Prestes a completar dois anos no Supremo Tribunal
Federal (STF), o ministro Flávio Dino acumula uma sequência de decisões que
ampliaram o embate entre Judiciário, Legislativo e Executivo. Entre os
principais pontos de tensão estão as mudanças nas regras das emendas
parlamentares, a suspensão de benefícios salariais e determinações sobre temas
sensíveis como mineração em terras indígenas.
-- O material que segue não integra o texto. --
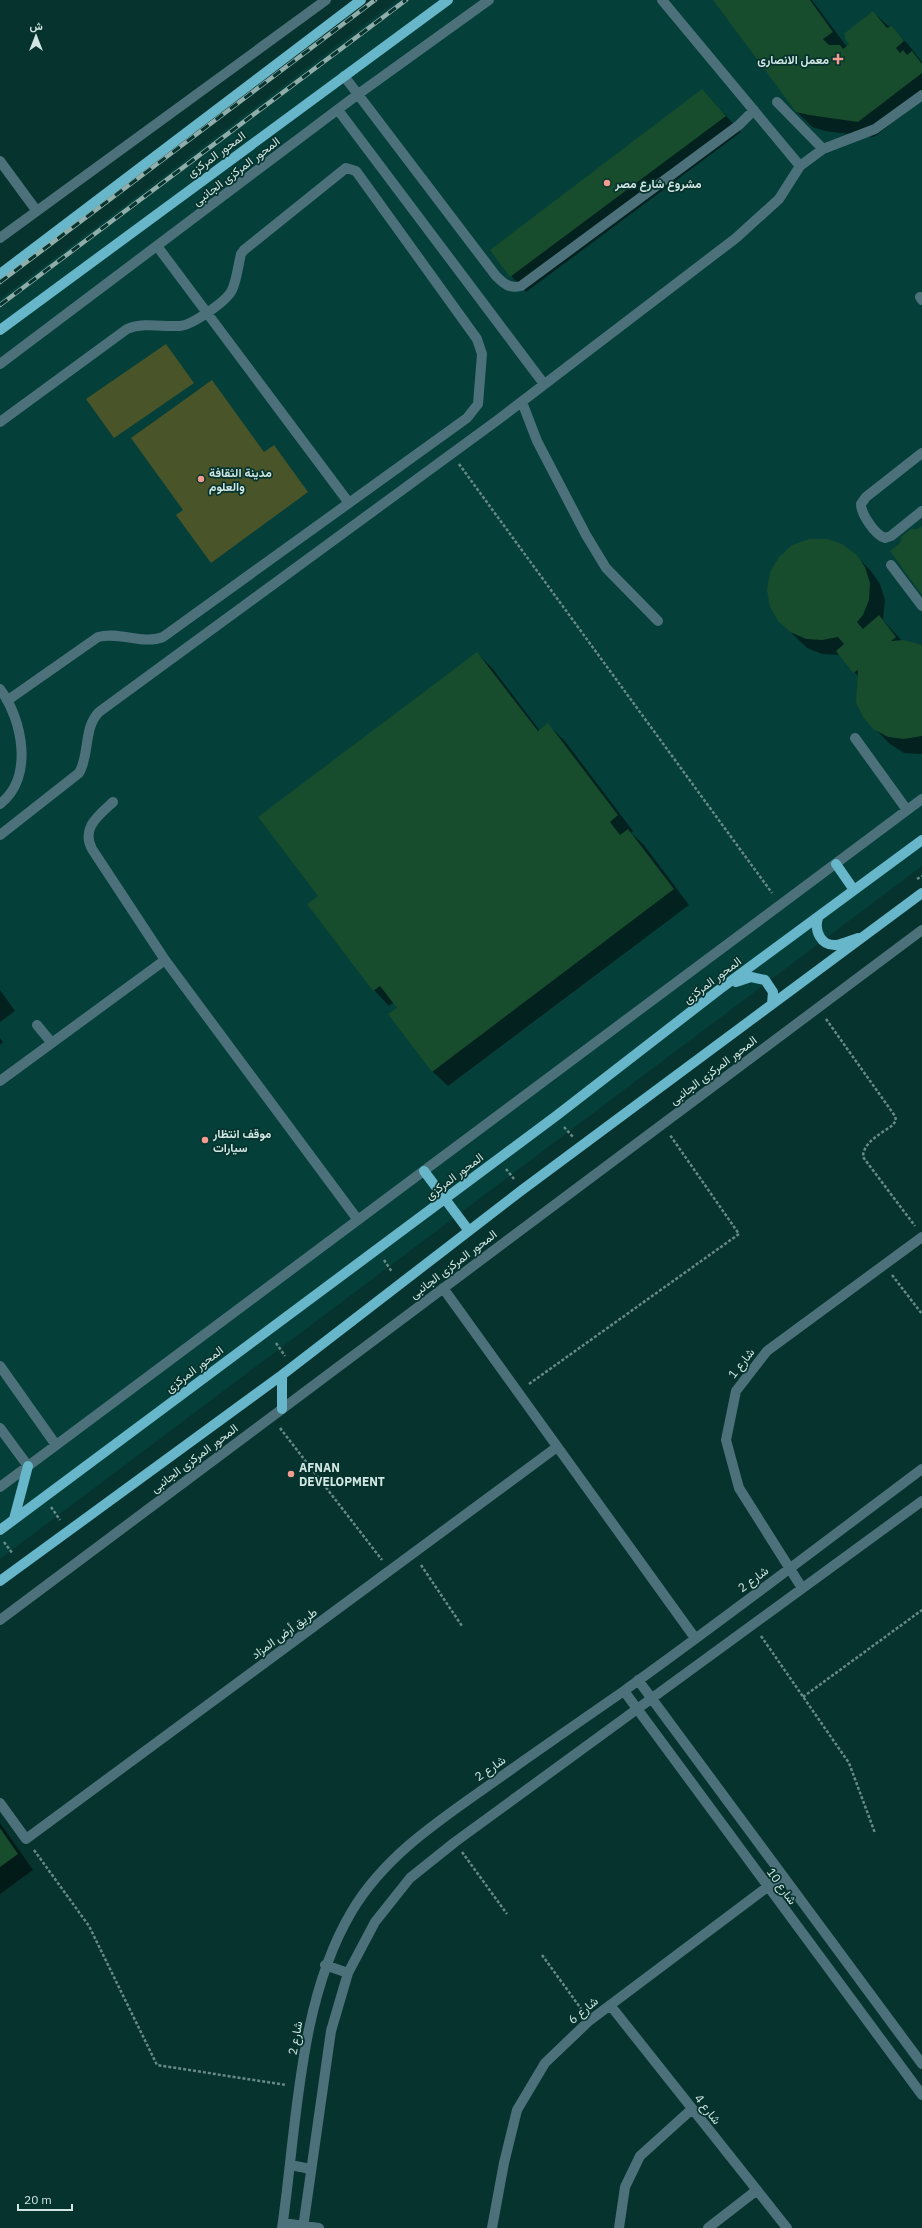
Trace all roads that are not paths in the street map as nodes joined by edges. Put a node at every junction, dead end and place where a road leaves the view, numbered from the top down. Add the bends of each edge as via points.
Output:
1 (326, 0) edge
2 (361, 0) edge
3 (448, 0) edge
4 (488, 0) edge
5 (662, 0) edge
6 (344, 76) junction
7 (357, 95) junction
8 (922, 95) edge
9 (777, 102) dead end
10 (338, 110) junction
11 (754, 110) junction
12 (823, 149) junction
13 (0, 161) edge
14 (800, 166) junction
15 (36, 210) junction
16 (0, 238) edge
17 (158, 246) junction
18 (0, 274) edge
19 (207, 312) junction
20 (0, 330) edge
21 (0, 364) edge
22 (544, 384) junction
23 (522, 402) junction
24 (0, 422) edge
25 (922, 453) edge
26 (349, 503) junction
27 (922, 511) edge
28 (891, 565) dead end
29 (922, 606) edge
30 (658, 621) dead end
31 (0, 689) edge
32 (8, 700) junction
33 (855, 738) dead end
34 (922, 799) edge
35 (113, 802) dead end
36 (0, 804) edge
37 (907, 810) junction
38 (0, 835) edge
39 (922, 840) edge
40 (836, 864) junction
41 (854, 890) junction
42 (922, 893) edge
43 (818, 918) junction
44 (922, 930) edge
45 (868, 934) junction
46 (165, 960) junction
47 (720, 989) junction
48 (772, 1004) junction
49 (38, 1025) dead end
50 (51, 1042) junction
51 (0, 1081) edge
52 (424, 1171) junction
53 (444, 1200) junction
54 (358, 1220) junction
55 (469, 1231) junction
56 (920, 1233) edge
57 (443, 1288) junction
58 (0, 1366) edge
59 (282, 1375) junction
60 (282, 1409) junction
61 (0, 1428) edge
62 (56, 1445) junction
63 (557, 1447) junction
64 (28, 1466) junction
65 (922, 1469) edge
66 (0, 1487) edge
67 (922, 1501) edge
68 (14, 1519) junction
69 (1, 1535) edge
70 (789, 1568) junction
71 (0, 1581) edge
72 (802, 1588) junction
73 (0, 1620) edge
74 (695, 1638) junction
75 (638, 1680) junction
76 (624, 1691) junction
77 (652, 1699) junction
78 (637, 1709) junction
79 (0, 1804) edge
80 (782, 1876) junction
81 (767, 1888) junction
82 (325, 1966) junction
83 (348, 1973) junction
84 (610, 2005) junction
85 (922, 2064) edge
86 (922, 2095) edge
87 (692, 2109) junction
88 (290, 2165) junction
89 (311, 2168) junction
90 (757, 2190) junction
91 (282, 2226) edge
92 (303, 2227) edge
93 (319, 2228) edge
94 (492, 2228) edge
95 (619, 2228) edge
96 (708, 2228) edge
97 (787, 2228) edge

1 - 15 street
2 - 18 main road
3 - 6 main road, المحور المركزى
4 - 7 street, المحور المركزى الجانبى
5 - 11 street
6 - 7 street
6 - 20 main road, المحور المركزى
7 - 10 street, المحور المركزى الجانبى
7 - 11 street via 496,276 504,284 516,287 521,286 739,125
8 - 12 street via 875,129
9 - 12 street
10 - 17 street, المحور المركزى الجانبى
10 - 22 street
11 - 14 street
12 - 14 street
13 - 15 street
14 - 22 street via 779,198 736,238
15 - 16 street
17 - 19 street
17 - 21 street, المحور المركزى الجانبى
19 - 24 street via 189,324 181,326 139,325 127,329
19 - 26 street
19 - 26 street via 224,300 232,290 244,250 342,170 349,168 356,171 477,339 482,354 478,404 472,414
22 - 23 street
23 - 30 street via 537,441 606,568
23 - 38 street via 99,712 92,721 84,762 79,773
25 - 27 street via 866,497 861,504 863,514 879,535 885,538
26 - 32 street via 163,638 98,638
28 - 29 street
31 - 32 street
32 - 36 street via 20,737 20,774 14,791
33 - 37 street
34 - 37 street
35 - 46 street via 90,825 90,844
37 - 40 street
39 - 41 main road, المحور المركزى
40 - 41 main road
40 - 52 street
41 - 43 main road, المحور المركزى
42 - 45 main road
43 - 45 main road via 818,935 830,944
43 - 47 main road, المحور المركزى
44 - 57 street, المحور المركزى الجانبى
45 - 48 main road
46 - 50 street
46 - 54 street
47 - 48 main road via 751,976 761,977 771,986
47 - 53 main road, المحور المركزى
48 - 55 main road
49 - 50 street
50 - 51 street
52 - 53 main road
52 - 54 street
53 - 55 main road
53 - 68 main road, المحور المركزى
54 - 62 street
55 - 59 main road
56 - 70 street, شارع 1 via 884,1265 767,1351 736,1390 726,1440 739,1488
57 - 60 street, المحور المركزى الجانبى
57 - 63 street
58 - 62 street
59 - 60 main road
59 - 71 main road
60 - 73 street, المحور المركزى الجانبى
61 - 64 street
62 - 64 street
63 - 74 street
63 - 79 street, طريق أرض المزاد via 26,1839
64 - 66 street
64 - 68 main road
65 - 70 street, شارع 2
67 - 72 street
68 - 69 main road, المحور المركزى
70 - 72 street, شارع 1
70 - 74 street, شارع 2
72 - 77 street
74 - 75 street, شارع 2
75 - 76 street, شارع 2
75 - 77 street, شارع 10
76 - 78 street, شارع 10
76 - 82 street, شارع 2 via 437,1822 390,1861 352,1910
77 - 78 street
77 - 80 street, شارع 10
78 - 81 street, شارع 10
78 - 83 street via 455,1842 410,1878 375,1922
80 - 81 street, شارع 6
80 - 85 street, شارع 10
81 - 84 street, شارع 6
81 - 86 street, شارع 10
82 - 83 street
82 - 88 street, شارع 2 via 310,2027
83 - 89 street via 331,2031
84 - 87 street, شارع 4
84 - 94 street, شارع 6 via 589,2020 545,2063 517,2110
87 - 90 street, شارع 4
87 - 95 street via 640,2156 625,2187
88 - 89 street
88 - 91 street, شارع 2
89 - 92 street
90 - 96 street
90 - 97 street, شارع 4
91 - 92 street
92 - 93 street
A informação é da CNN. Um dos episódios
mais marcantes foi a suspensão das emendas de pagamento obrigatório até que
houvesse maior transparência e rastreabilidade nos repasses. A medida provocou
reação do Congresso, que chegou a discutir propostas para limitar poderes do
Supremo. Após ajustes e um plano de trabalho homologado pelo STF, os pagamentos
foram liberados, mas sob novas exigências de identificação dos autores e
beneficiários das emendas.
Na área ambiental e indígena, Dino também
estabeleceu prazo de 24 meses para que o Legislativo regulamente a exploração
mineral em terras indígenas, alegando que a falta de lei específica favorece
crimes ambientais e conflitos na região. Enquanto não houver regulamentação, o
ministro fixou critérios provisórios, destacando que a decisão não libera
automaticamente a mineração.
Mais recentemente, a suspensão dos chamados
“penduricalhos” no serviço público ampliou o desgaste político. Dino argumenta
que verbas classificadas como indenizatórias têm sido usadas para ultrapassar o
teto constitucional, gerando supersalários. A decisão determinou que os Três
Poderes revisem esses pagamentos em até 60 dias, em meio à pressão do Congresso
por mudanças nas carreiras do funcionalismo.